The camera on board DART is expected to capture Dimorphos three-quarters of an hour before impact. At first, it will appear as a mere pixel of light. But in the 30 minutes before impact, this light will grow larger and larger with every second, the rate at which the spacecraft will take the images and send them back to Earth. In its last moments of life, the spacecraft will capture Dimorphos’ surface in enough detail that it will be able to distinguish stones the size of oranges. And then nothing. The first proof that DART has hit its target will be signal loss. The silence will be captured by the control center, located at the Johns Hopkins University Applied Physics Laboratory in the United States, and confirmed by NASA’s deep space antenna array.
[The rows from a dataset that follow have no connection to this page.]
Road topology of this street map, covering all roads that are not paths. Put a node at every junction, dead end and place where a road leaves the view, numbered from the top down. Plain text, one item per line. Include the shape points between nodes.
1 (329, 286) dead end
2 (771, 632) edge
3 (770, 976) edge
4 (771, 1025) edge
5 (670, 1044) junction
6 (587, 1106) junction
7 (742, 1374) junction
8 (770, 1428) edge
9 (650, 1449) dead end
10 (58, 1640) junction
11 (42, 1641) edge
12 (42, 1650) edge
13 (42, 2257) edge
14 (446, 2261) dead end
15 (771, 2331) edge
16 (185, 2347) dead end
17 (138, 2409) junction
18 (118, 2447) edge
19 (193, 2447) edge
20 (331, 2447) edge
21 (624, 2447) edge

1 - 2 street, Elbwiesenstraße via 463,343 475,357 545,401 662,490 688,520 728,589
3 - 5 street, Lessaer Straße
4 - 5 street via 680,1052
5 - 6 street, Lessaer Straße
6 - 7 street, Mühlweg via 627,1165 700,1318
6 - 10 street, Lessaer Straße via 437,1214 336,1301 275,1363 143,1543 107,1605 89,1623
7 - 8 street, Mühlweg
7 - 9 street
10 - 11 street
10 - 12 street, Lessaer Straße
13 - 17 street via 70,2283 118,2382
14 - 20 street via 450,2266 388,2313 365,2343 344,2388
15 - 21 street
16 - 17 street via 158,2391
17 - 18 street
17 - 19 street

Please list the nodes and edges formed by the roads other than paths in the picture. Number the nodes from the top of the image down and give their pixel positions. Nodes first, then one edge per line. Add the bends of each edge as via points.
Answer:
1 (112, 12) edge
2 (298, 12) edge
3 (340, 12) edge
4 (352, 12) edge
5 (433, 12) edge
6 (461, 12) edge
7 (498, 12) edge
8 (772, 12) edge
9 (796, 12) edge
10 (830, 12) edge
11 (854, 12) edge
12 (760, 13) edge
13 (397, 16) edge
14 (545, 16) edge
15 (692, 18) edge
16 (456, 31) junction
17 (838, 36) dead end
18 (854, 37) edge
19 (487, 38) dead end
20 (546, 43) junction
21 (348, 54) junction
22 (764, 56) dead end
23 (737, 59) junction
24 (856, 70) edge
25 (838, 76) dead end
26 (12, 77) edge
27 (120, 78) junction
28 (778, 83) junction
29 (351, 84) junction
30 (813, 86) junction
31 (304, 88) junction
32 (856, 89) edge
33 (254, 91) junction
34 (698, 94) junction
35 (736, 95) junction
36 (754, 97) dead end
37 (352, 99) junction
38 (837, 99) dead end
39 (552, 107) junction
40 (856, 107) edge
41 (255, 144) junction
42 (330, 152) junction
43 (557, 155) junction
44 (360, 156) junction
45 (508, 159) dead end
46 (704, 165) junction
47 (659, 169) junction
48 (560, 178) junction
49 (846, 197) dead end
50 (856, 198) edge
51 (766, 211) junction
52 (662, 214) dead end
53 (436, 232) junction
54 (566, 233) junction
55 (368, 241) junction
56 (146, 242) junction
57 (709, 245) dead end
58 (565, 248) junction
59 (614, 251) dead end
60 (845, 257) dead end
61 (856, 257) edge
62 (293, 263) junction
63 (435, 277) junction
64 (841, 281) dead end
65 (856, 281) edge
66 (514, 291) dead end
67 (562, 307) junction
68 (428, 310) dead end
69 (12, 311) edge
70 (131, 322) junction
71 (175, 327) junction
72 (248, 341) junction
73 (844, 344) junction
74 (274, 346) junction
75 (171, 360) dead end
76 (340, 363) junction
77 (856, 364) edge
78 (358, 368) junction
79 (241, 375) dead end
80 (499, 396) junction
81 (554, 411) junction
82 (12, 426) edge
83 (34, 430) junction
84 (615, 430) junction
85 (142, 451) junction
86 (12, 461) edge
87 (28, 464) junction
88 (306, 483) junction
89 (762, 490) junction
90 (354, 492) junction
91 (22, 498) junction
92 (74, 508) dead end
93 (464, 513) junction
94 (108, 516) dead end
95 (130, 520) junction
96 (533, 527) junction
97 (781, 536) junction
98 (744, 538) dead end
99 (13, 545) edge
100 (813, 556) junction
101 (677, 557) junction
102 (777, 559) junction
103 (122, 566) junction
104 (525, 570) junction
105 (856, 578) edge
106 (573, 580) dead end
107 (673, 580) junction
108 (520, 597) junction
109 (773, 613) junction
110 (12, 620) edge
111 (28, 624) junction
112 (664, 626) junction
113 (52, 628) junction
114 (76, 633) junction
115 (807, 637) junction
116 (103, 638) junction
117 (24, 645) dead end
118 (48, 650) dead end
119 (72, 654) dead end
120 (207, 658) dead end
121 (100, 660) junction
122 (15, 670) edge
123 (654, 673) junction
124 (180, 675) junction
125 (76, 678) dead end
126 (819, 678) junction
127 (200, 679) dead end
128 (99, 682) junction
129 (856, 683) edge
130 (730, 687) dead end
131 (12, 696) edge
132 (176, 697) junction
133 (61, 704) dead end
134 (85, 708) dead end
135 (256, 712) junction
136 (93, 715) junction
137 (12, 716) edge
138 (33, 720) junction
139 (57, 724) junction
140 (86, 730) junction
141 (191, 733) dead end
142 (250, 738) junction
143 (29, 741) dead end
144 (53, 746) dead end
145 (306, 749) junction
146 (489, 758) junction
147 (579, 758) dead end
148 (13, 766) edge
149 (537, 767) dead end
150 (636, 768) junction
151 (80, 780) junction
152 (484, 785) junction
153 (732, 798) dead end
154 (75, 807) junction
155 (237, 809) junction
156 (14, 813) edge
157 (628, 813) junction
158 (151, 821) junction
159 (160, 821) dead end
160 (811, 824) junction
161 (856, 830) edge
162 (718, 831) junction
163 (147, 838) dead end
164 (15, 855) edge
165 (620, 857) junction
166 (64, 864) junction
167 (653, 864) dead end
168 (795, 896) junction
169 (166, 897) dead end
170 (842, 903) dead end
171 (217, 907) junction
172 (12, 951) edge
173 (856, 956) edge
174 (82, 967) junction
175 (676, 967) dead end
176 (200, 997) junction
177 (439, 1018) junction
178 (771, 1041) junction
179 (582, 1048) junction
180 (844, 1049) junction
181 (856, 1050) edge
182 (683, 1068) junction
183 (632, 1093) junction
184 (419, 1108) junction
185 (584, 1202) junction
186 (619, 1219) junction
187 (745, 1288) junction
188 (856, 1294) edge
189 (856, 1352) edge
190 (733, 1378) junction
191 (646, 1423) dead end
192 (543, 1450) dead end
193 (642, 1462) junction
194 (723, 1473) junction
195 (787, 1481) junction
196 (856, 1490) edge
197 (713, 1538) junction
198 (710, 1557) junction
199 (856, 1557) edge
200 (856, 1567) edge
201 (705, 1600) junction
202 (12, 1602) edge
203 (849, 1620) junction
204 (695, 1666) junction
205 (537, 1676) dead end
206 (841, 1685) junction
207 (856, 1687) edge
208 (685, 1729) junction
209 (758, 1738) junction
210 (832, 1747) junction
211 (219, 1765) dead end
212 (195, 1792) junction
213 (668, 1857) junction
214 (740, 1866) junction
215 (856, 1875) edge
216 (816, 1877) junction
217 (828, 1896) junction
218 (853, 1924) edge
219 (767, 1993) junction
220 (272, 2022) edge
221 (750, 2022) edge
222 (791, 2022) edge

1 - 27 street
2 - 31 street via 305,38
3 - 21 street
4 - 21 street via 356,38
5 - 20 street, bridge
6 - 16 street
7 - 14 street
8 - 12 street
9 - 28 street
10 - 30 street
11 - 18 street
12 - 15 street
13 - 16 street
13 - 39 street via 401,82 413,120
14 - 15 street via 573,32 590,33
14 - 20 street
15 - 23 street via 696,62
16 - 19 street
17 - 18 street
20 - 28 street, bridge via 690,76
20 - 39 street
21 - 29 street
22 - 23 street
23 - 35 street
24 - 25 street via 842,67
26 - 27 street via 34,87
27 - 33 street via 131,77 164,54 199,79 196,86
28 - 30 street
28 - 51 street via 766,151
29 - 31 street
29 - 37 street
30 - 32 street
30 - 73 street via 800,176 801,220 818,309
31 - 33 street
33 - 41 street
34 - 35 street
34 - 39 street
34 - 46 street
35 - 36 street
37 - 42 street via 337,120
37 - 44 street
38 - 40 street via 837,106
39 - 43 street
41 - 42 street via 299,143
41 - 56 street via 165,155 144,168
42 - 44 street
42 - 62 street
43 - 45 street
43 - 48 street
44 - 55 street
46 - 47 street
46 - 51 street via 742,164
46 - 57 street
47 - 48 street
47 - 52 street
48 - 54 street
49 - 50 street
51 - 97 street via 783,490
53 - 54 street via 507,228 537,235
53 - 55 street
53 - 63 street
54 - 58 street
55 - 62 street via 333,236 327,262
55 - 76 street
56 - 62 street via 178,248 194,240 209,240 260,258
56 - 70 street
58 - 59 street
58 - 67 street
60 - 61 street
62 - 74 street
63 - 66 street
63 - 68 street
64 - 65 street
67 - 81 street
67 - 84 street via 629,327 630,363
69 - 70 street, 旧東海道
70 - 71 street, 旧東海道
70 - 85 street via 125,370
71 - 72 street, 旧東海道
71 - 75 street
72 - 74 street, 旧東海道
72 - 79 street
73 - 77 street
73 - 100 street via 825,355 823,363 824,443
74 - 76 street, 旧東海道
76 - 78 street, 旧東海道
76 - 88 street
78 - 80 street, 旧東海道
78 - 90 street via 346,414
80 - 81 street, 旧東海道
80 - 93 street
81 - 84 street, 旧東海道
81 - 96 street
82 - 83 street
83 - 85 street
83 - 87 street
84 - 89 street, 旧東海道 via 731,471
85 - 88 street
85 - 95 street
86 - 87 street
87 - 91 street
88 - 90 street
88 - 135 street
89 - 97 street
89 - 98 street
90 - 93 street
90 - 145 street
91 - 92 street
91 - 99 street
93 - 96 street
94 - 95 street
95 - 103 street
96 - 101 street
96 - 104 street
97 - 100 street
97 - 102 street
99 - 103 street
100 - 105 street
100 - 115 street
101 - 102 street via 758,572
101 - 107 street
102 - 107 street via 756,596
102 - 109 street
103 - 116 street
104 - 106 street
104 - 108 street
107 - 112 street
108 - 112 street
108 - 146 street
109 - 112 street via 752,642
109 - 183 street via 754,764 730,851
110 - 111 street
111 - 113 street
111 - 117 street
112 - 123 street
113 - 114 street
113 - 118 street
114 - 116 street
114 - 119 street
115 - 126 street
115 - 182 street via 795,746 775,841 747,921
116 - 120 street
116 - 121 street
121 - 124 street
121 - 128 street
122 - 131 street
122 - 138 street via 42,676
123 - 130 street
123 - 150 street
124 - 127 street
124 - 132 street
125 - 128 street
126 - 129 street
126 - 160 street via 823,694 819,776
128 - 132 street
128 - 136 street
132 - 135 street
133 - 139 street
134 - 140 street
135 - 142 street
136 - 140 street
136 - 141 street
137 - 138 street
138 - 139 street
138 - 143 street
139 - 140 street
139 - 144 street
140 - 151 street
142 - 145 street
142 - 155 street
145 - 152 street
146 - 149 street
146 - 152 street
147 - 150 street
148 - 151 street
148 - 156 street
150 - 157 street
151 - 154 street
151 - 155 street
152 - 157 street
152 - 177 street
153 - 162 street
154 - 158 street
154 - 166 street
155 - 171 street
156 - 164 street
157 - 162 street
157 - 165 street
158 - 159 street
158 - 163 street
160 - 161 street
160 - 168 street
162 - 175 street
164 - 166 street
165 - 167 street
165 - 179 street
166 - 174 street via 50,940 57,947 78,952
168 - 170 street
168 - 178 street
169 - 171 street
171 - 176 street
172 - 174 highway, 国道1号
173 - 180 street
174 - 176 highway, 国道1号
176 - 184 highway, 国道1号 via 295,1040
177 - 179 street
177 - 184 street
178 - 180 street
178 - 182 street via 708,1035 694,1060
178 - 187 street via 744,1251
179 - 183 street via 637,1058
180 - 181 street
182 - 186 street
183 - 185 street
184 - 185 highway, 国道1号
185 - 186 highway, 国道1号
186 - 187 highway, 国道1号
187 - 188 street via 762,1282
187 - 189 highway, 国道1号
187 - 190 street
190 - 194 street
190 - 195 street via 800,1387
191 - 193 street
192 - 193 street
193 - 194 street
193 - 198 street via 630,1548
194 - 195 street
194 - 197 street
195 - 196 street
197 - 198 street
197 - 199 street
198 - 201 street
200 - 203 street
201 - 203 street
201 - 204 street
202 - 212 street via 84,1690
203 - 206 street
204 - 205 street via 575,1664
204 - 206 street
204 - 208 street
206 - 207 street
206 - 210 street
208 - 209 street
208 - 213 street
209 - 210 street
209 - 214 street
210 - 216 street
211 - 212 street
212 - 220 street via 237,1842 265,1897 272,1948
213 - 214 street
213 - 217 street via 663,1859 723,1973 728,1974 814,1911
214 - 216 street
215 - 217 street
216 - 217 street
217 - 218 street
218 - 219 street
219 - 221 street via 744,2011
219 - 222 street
Three minutes behind DART – about a thousand kilometers (632 miles) – is LICIACube, a small satellite developed by the Italian Space Agency. This toaster-sized device disengaged from the DART spacecraft a few days ago. After DART smashes into the asteroid, it will perform a fast fly-by at a minimum distance of about 55 km (34 miles) from Dimorphos’ surface, taking photos of the crater and the cloud kicked up by the collision. “We hope to have [the images] one or two days later at most,” says Stavro Ivanovski, an astrophysicist on the mission.

The trail of dust and dirt kicked up by DART will act as a booster rocket to help slow down the asteroid. The James Webb Space Telescope, Hubble Space Telescope and many ground-based observatories will point their lenses at the pair of asteroids to try to capture debris from the impact. The two asteroids work like a high-precision clock. When Dimorphos passes in front of Didymos, it produces a small eclipse that happens with perfect cadence. In the hours, days, or at most weeks after the collision, the telescopes will be able to confirm whether DART has succeeded in its second goal: changing the asteroid’s orbit.

Current models suggest that the most feasible way to avoid an impact from a medium-sized asteroid is to knock it off course with a spacecraft. The size of the spacecraft would depend on the time before collision and the type of asteroid in question. All possible parameters have been modeled with computers. The data from the DART mission “will help to show whether these models are correct, so that we can adapt them if an asteroid really threatens the Earth in the future,” said Isabel Herreros, a researcher from the Center of Astrobiology (CAB) near Madrid in Spain.

Even if the mission is a success, it will take years or decades of technological development to be able to manage this kind of threat. In 2024, the European Space Agency will launch Hera, a €130 million space probe that will reach Didymos and what is left of Dimorphos in 2026 to perform a post-impact survey. It is the first spacecraft capable of accurately determining the mass, composition and internal structure of these two asteroids. It will also create a detailed three-dimensional reconstruction of the crater left by DART. “We need tons of data to validate this technique for deflecting asteroid collisions, and Hera will be the mission that allows us to develop this new technology,” explained Ian Carnelli, the head of the project.

This planetary defense system could be ready in about 30 years, according to Carnelli. If there were a threat, one or several spacecrafts could be designed in two years, “a very short time for the pace of the space industry,” he said. This technique would work for asteroids coming from the outer part of the Solar System, but if an asteroid were to come from the opposite side, in the direction of the Sun, researchers may not be able to detect it until it is too late. This happened in the winter of 2013, when an asteroid fell on Siberia in Russia, causing more than 1,000 injuries due to shattered windows. It was barely 17 meters in diameter.